GLOBAL POLLUTANTS, GLOBAL SOLUTION. After three years of negotiations, delegates from 122 nations will meet in May to sign an internationally binding treaty on persistent organic pollutants. The agreement would halt the production and use of these toxic chemicals, which travel easily around the planet and stay in the environment for decades. (Restricted use of DDT to control malaria will be allowed until a safe substitute is developed.) Before the treaty goes into effect, it must be ratified by at least 50 nations; in the United States, that requires congressional approval. (See "Thinking Big," January/February 2000.)
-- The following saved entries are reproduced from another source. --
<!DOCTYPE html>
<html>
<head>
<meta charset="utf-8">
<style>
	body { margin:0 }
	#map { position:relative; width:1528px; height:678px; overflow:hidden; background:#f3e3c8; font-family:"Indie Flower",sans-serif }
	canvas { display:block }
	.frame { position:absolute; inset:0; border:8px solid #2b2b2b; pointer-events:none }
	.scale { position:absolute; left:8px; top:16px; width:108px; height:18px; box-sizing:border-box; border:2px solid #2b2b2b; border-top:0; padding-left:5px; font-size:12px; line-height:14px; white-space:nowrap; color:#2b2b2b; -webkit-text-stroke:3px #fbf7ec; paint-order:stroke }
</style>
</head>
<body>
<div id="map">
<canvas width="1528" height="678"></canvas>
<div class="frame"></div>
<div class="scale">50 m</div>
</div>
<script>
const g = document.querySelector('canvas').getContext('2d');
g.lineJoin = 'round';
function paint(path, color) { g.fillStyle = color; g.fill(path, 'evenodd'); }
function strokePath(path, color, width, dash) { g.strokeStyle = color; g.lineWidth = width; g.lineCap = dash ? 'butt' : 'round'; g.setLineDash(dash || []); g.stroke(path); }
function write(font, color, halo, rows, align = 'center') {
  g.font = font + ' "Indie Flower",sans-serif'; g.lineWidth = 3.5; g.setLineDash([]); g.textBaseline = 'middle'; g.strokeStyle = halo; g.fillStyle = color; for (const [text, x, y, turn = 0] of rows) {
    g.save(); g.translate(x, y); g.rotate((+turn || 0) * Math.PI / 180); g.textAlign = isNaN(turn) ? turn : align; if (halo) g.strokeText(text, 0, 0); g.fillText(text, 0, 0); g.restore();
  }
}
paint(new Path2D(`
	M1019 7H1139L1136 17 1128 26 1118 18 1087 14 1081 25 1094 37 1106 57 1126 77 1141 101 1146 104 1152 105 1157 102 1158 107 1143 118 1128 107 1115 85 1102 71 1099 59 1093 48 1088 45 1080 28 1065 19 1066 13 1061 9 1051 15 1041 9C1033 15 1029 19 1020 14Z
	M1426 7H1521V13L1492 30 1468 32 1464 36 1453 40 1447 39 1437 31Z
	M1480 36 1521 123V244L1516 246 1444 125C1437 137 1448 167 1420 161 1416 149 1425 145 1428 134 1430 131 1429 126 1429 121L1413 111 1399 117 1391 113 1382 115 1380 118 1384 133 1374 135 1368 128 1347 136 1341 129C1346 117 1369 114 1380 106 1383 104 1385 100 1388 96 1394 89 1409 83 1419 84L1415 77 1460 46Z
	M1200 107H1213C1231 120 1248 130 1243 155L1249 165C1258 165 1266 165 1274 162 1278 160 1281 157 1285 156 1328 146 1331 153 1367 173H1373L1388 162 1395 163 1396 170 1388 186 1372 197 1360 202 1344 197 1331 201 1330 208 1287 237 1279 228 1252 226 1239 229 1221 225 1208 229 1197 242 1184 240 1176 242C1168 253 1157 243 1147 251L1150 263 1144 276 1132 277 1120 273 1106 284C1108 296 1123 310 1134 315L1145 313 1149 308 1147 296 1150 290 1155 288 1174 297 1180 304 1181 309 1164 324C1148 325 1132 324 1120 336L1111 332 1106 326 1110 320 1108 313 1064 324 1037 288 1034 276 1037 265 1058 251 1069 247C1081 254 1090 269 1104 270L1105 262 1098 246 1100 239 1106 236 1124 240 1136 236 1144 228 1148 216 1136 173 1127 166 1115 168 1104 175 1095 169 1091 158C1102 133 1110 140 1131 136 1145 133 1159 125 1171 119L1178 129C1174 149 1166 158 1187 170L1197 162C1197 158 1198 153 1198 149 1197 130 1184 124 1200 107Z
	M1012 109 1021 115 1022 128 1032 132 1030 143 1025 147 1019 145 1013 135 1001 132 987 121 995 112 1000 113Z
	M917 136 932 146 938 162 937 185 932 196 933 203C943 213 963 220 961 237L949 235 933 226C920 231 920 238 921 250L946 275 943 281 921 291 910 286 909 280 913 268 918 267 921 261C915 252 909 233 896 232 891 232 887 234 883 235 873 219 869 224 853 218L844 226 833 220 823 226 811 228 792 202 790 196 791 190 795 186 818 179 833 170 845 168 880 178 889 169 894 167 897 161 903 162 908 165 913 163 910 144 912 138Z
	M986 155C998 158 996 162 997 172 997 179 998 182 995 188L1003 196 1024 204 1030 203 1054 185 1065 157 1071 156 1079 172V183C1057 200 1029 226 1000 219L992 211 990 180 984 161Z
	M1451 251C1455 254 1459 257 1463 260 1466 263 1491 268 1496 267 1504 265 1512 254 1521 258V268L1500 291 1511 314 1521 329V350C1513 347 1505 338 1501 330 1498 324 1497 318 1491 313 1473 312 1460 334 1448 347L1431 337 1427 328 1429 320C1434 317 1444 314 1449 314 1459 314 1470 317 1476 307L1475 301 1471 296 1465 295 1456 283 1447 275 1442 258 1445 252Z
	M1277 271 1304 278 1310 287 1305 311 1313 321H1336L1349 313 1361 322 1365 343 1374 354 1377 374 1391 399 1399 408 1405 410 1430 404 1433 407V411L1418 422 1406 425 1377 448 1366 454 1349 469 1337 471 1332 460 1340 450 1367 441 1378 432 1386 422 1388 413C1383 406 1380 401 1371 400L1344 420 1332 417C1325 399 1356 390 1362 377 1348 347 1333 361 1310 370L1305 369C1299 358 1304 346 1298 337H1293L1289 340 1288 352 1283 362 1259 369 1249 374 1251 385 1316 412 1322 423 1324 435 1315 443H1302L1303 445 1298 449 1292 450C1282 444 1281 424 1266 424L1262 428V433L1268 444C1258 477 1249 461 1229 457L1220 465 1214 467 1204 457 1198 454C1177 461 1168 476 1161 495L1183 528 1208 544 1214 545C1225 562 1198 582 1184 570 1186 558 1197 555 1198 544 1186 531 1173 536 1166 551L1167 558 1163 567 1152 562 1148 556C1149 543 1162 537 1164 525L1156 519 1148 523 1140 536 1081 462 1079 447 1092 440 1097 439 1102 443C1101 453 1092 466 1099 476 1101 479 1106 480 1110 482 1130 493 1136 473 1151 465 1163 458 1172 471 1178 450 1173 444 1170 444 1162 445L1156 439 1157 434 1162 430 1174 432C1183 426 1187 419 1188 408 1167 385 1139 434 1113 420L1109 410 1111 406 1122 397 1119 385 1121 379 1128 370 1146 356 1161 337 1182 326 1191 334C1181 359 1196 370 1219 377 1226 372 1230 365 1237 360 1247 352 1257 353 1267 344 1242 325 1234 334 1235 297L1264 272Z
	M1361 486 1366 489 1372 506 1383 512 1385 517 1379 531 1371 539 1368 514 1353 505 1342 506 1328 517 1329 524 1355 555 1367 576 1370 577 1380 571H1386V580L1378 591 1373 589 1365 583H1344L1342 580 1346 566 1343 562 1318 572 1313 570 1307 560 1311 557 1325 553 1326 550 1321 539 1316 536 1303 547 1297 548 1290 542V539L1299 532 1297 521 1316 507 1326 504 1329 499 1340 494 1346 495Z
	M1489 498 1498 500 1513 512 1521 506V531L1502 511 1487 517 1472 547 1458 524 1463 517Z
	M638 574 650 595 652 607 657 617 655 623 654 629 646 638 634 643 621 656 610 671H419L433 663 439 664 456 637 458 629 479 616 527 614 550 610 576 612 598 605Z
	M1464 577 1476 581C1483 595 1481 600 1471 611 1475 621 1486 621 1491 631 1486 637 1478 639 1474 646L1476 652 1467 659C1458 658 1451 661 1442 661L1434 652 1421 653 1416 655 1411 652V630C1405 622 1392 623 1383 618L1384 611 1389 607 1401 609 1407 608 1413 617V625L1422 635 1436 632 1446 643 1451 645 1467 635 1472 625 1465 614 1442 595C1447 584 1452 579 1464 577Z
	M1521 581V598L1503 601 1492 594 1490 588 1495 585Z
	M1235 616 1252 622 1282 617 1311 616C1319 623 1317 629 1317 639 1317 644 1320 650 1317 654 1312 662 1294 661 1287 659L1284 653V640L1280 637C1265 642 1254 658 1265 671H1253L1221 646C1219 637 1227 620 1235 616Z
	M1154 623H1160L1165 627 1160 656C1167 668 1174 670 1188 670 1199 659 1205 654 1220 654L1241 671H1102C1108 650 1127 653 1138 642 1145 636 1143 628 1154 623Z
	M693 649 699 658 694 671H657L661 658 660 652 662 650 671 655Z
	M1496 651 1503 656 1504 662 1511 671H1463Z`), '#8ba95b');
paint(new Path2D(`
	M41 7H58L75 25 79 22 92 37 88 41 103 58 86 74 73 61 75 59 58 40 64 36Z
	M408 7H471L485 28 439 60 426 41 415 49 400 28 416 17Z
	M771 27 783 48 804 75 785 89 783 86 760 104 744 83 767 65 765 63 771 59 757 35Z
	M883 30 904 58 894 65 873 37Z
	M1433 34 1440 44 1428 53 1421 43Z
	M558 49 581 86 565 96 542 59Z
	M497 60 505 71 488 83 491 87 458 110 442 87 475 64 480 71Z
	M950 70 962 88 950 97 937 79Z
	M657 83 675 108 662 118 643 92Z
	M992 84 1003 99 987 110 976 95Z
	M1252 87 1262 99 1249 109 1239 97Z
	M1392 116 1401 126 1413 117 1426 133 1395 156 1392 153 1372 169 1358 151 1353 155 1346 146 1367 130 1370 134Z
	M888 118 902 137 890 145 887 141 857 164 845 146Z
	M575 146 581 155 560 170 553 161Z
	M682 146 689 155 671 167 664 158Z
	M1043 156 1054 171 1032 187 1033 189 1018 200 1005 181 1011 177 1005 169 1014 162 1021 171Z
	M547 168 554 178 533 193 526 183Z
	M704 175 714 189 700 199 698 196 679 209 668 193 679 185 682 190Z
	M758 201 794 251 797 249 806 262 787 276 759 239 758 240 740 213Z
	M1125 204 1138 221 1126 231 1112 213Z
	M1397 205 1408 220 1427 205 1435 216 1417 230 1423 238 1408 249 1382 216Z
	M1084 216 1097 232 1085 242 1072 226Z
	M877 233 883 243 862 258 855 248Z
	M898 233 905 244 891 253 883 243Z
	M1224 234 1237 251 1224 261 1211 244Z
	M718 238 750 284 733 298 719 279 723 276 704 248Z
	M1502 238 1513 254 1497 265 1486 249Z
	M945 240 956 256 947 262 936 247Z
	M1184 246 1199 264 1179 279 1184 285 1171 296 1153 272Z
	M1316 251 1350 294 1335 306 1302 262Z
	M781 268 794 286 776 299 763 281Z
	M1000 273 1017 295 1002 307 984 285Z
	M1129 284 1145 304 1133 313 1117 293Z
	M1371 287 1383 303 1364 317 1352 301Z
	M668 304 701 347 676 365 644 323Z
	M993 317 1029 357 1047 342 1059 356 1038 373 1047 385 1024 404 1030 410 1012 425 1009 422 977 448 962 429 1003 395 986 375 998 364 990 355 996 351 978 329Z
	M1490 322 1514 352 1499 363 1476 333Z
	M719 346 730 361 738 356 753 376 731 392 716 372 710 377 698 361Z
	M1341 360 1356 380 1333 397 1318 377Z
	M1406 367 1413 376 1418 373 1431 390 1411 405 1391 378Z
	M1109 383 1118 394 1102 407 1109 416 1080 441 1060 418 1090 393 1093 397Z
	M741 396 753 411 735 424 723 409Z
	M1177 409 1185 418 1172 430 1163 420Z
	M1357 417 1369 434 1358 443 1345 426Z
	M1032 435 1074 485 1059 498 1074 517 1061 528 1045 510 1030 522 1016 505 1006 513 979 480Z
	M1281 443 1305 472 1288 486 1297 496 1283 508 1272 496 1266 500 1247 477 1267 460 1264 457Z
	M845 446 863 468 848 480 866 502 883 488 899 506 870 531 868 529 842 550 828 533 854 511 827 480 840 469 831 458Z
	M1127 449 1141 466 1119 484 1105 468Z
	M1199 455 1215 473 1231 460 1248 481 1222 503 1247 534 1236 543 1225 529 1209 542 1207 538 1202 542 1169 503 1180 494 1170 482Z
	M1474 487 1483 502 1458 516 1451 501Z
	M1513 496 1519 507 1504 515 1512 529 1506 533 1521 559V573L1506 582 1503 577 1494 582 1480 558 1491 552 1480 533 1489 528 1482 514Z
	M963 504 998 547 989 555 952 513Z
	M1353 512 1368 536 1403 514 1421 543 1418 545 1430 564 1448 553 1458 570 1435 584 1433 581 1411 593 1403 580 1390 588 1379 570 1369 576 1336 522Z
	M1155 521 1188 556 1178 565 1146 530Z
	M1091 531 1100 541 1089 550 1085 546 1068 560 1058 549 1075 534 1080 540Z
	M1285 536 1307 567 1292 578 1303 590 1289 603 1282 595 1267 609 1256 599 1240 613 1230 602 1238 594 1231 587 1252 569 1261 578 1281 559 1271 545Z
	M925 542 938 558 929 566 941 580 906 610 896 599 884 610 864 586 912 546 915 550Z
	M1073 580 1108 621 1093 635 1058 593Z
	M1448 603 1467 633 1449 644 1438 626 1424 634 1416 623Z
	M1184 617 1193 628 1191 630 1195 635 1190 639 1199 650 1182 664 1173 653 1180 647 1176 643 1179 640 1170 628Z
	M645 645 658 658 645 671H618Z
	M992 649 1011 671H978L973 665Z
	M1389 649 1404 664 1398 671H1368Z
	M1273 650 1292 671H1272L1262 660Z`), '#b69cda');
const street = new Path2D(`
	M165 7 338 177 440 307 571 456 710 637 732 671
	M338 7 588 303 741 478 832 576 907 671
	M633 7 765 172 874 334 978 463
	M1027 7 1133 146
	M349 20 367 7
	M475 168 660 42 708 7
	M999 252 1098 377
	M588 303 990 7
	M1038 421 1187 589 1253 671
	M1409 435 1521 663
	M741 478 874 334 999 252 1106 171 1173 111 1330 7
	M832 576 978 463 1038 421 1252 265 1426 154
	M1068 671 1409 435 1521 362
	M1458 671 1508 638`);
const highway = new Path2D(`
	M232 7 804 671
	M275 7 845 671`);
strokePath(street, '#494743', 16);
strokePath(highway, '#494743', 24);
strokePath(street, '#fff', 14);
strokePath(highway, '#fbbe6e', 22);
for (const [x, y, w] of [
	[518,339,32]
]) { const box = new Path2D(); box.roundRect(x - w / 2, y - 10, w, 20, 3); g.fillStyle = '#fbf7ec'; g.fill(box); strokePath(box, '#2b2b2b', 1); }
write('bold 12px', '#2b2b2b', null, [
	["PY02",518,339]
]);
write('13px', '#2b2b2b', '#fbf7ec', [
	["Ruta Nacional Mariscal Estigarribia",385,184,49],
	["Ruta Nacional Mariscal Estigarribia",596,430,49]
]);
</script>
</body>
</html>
WETLANDS WINS AND WOES. First, the good news: In January, the Clinton administration tightened a loophole that had allowed developers to drain wetlands without a permit. The same week, however, the Supreme Court limited the federal government's power to protect isolated wetlands, those not connected to navigable waters. That's bad news for about 20 percent of the nation's 100 million swampy acres--and for the migratory birds that breed, nest, and feed in them. (See "Why Vote? To Protect Wetlands" September/October 2000.)
SNOWMOBILE BAN STALLED. Almost as soon as the National Park Service announced plans to phase out snowmobile use in parks, Senator Craig Thomas (R-Wyo.) stopped the agency in its tracks. A bill passed last December prevents the NPS from issuing or enforcing final rules on snowmobiles until July 31; a bill Thomas introduced in February would overturn the proposed ban altogether. (See "Lay of the Land," March/April 2001.)
SACRED SITE SAVED. In January, then-secretary of the Interior Bruce Babbitt denied a permit for the Glamis gold mine in the Indian Pass area of southeastern California. The rejection, the first issued to a major mining project on lands covered by the 1872 Mining Law, protects sites sacred to the Quechan Indian Nation. (See "Home Front," March/April 1998.)